### Your objective
Find every line in the records below that holds the word "green", and copy each one.

======== Study material

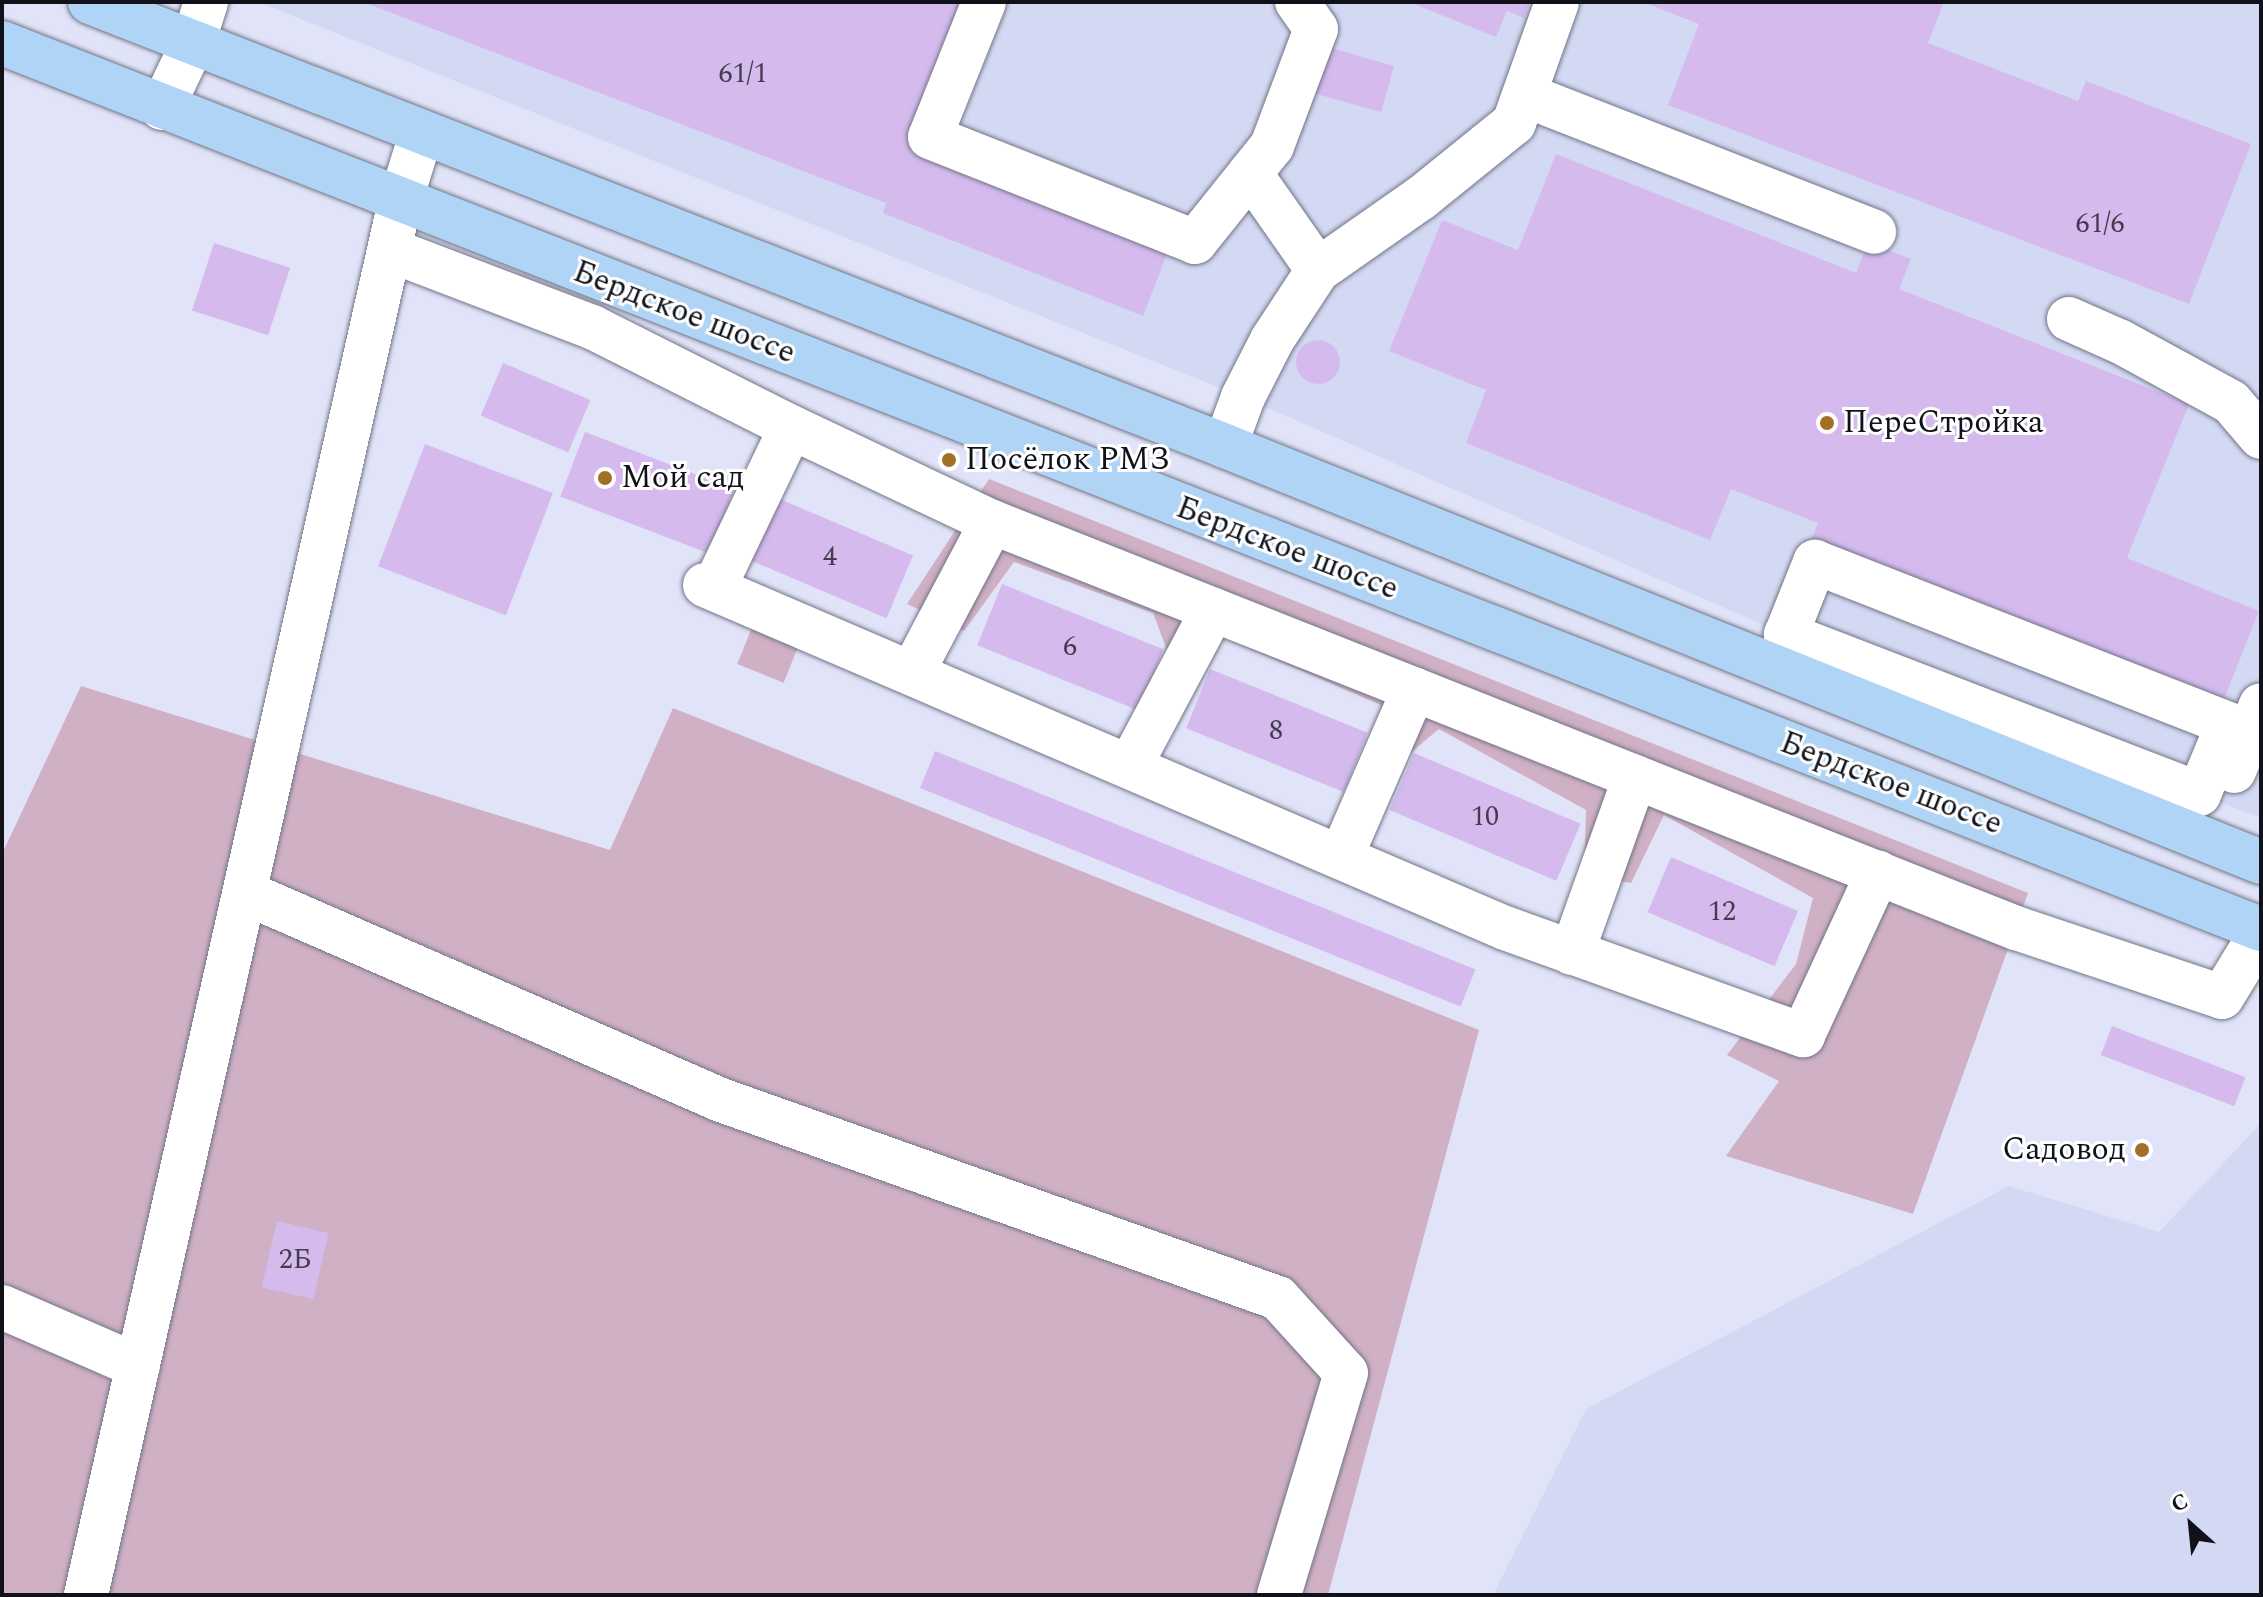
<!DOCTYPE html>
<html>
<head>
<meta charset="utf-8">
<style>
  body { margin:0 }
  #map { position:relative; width:2263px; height:1597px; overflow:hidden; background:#e1e4f8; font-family:Spectral,serif }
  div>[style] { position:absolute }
  .built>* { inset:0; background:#d4d9f3 }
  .green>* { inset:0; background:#d0b0c5; transform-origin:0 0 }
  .building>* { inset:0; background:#d5baee; transform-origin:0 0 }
  .round { border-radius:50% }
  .roads { filter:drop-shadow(0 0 2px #727587) drop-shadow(0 0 2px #727587) }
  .minor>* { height:44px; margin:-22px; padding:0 22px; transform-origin:22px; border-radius:22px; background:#fff }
  .highway>* { height:44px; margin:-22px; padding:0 22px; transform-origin:22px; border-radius:22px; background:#b0d4f6 }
  .dots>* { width:22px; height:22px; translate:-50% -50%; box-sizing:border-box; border:4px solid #fff; border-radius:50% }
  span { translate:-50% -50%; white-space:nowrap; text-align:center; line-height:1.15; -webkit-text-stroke:6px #fff; paint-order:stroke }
  .number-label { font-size:28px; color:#423c4e }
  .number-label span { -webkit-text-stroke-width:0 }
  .street-label { font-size:32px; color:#111219 }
  .poi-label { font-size:32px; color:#111219 }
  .left { translate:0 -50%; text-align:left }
  .right { translate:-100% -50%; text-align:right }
  .frame { position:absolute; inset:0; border:4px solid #111219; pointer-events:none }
  .north { position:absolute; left:2151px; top:1485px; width:80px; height:80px; -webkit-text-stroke:6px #fff; paint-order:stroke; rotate:333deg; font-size:22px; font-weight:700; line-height:32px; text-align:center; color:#111219 }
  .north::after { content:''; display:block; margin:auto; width:28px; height:36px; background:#111219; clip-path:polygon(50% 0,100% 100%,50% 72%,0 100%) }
</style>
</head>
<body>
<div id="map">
  <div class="built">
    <div style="clip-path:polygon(258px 2px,2261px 2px,2261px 818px,1786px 635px,1243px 397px)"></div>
    <div style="clip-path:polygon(2261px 1123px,2261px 1595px,1493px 1595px,1586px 1409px,2009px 1186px,2159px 1232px)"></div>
  </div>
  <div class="green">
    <div style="clip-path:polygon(989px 479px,2028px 893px,1913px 1214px,1726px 1156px,1779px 1081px,1727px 1055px,1796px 964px,1813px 898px,1664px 815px,1631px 883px,1584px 876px,1586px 810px,1439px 729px,1372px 785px,1381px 705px,1225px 638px,1179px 682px,1153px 613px,1014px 562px,964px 631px,907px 604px)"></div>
    <div style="left:753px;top:625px;width:50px;height:42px;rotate:22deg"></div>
    <div style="clip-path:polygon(81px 686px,610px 850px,673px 708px,1479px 1030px,1328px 1595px,2px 1595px,2px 854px)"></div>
  </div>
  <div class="building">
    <div style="clip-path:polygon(363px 2px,964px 2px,908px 146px,1169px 249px,1143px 316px,883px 213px,886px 203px)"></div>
    <div style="clip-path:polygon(1409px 2px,1530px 2px,1524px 18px,1507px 11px,1496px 37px)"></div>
    <div style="clip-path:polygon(1643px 2px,1944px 2px,1928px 43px,2078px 101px,2086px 81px,2251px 144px,2189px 304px,1668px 105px,1699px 24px)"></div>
    <div style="left:1324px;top:46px;width:73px;height:48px;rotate:16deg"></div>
    <div style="clip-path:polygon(1556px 154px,1856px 273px,1868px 242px,1911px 259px,1899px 289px,2189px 404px,2127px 558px,2259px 611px,2219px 712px,1808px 548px,1818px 523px,1731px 489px,1710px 540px,1466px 443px,1486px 390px,1389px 351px,1442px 220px,1518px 250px)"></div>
    <div style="left:214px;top:243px;width:80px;height:71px;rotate:18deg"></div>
    <div class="round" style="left:1296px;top:340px;width:44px;height:44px"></div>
    <div style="left:503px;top:363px;width:95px;height:57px;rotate:23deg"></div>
    <div style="left:585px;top:432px;width:160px;height:69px;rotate:21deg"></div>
    <div style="left:425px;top:444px;width:137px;height:131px;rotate:21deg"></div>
    <div style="left:775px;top:497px;width:150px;height:68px;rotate:23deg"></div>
    <div style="left:1002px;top:584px;width:174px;height:66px;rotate:22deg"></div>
    <div style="left:1210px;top:669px;width:170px;height:64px;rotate:22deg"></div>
    <div style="left:935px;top:751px;width:583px;height:40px;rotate:22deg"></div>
    <div style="left:1414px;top:753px;width:181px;height:62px;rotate:23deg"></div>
    <div style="left:1671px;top:857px;width:138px;height:60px;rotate:23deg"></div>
    <div style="left:2112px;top:1026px;width:143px;height:31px;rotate:21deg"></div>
    <div style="left:277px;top:1221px;width:53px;height:68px;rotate:13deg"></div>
  </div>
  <div class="roads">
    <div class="minor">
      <div style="left:984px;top:2px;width:145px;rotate:111.8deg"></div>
      <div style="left:930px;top:137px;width:285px;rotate:21.6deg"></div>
      <div style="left:1195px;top:242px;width:123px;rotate:-51.3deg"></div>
      <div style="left:1272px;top:146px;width:125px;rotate:-69.4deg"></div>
      <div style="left:1316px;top:29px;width:33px;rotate:-125deg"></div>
      <div style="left:1525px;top:95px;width:375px;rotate:21.4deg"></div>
      <div style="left:162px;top:108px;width:72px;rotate:-64.5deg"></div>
      <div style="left:193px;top:43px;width:43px;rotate:-72.4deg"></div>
      <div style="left:1250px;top:173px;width:118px;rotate:55deg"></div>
      <div style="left:390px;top:250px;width:216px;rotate:20.9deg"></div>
      <div style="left:592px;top:327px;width:223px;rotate:26.7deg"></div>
      <div style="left:791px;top:427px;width:222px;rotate:25.3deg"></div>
      <div style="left:992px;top:522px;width:1102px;rotate:21.63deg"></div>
      <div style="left:2016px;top:928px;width:217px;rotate:18.5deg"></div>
      <div style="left:2222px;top:997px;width:75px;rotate:-58.6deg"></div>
      <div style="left:2069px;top:319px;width:57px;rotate:23.9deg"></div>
      <div style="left:2121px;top:342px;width:125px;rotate:28.6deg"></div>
      <div style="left:2231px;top:402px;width:46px;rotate:49.4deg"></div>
      <div style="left:1225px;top:446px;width:52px;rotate:-69.8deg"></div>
      <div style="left:1243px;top:397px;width:64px;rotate:-63deg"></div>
      <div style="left:1272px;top:340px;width:84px;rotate:-56.7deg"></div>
      <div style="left:1318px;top:270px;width:126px;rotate:-35deg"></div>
      <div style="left:1421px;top:198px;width:119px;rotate:-38.9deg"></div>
      <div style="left:1514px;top:123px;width:128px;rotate:-70.4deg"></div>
      <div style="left:1815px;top:562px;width:444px;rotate:21.4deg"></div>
      <div style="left:2228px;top:724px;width:76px;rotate:112.5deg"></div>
      <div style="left:2199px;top:794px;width:443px;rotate:-158.9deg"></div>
      <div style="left:1786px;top:635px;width:79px;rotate:-68.3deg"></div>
      <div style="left:705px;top:585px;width:870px;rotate:23.21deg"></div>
      <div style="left:1505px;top:928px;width:317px;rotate:19.8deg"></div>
      <div style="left:1803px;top:1035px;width:179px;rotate:-65.2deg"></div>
      <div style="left:714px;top:588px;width:178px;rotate:-64.4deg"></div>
      <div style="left:912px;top:673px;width:171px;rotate:-62.1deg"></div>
      <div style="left:1130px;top:766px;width:177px;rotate:-62deg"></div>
      <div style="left:2234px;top:771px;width:71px;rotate:-67.8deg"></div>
      <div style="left:1341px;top:857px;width:183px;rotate:-66.5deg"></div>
      <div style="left:246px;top:893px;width:518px;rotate:23.55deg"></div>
      <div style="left:721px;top:1100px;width:591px;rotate:19.57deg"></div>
      <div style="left:1278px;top:1298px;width:101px;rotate:47.8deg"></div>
      <div style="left:1346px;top:1373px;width:232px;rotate:106.8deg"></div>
      <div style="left:1572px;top:953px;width:187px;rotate:-70.3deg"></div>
      <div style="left:2px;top:1307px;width:148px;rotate:23.5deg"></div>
      <div style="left:86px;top:1595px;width:1428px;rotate:-77.3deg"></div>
      <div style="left:400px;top:202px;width:73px;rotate:-72.6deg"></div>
    </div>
    <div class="highway">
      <div style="left:90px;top:2px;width:1219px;rotate:21.36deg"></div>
      <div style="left:1225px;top:446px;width:1116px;rotate:21.88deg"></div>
      <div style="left:2px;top:43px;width:2427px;rotate:21.42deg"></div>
    </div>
  </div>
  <div class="dots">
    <div style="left:1827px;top:423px;background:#a36f27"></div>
    <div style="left:949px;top:460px;background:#a36f27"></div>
    <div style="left:605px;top:478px;background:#a36f27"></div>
    <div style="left:2142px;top:1150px;background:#a36f27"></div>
  </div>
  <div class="number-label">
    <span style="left:743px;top:74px">61/1</span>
    <span style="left:2100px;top:224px">61/6</span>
    <span style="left:830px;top:557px">4</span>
    <span style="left:1070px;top:647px">6</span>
    <span style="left:1276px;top:731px">8</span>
    <span style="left:1485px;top:817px">10</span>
    <span style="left:1722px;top:912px">12</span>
    <span style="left:295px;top:1260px">2Б</span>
  </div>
  <div class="street-label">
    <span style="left:684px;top:313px;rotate:21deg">Бердское шоссе</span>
    <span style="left:1287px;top:549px;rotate:21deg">Бердское шоссе</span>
    <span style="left:1891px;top:784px;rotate:21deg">Бердское шоссе</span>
  </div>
  <div class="poi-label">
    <span class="left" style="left:1843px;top:423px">ПереСтройка</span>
    <span class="left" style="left:965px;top:460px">Посёлок РМЗ</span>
    <span class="left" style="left:621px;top:478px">Мой сад</span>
    <span class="right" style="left:2126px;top:1150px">Садовод</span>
  </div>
  <div class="frame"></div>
  <div class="north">С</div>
</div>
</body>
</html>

================

### Written reply
  .green>* { inset:0; background:#d0b0c5; transform-origin:0 0 }
  <div class="green">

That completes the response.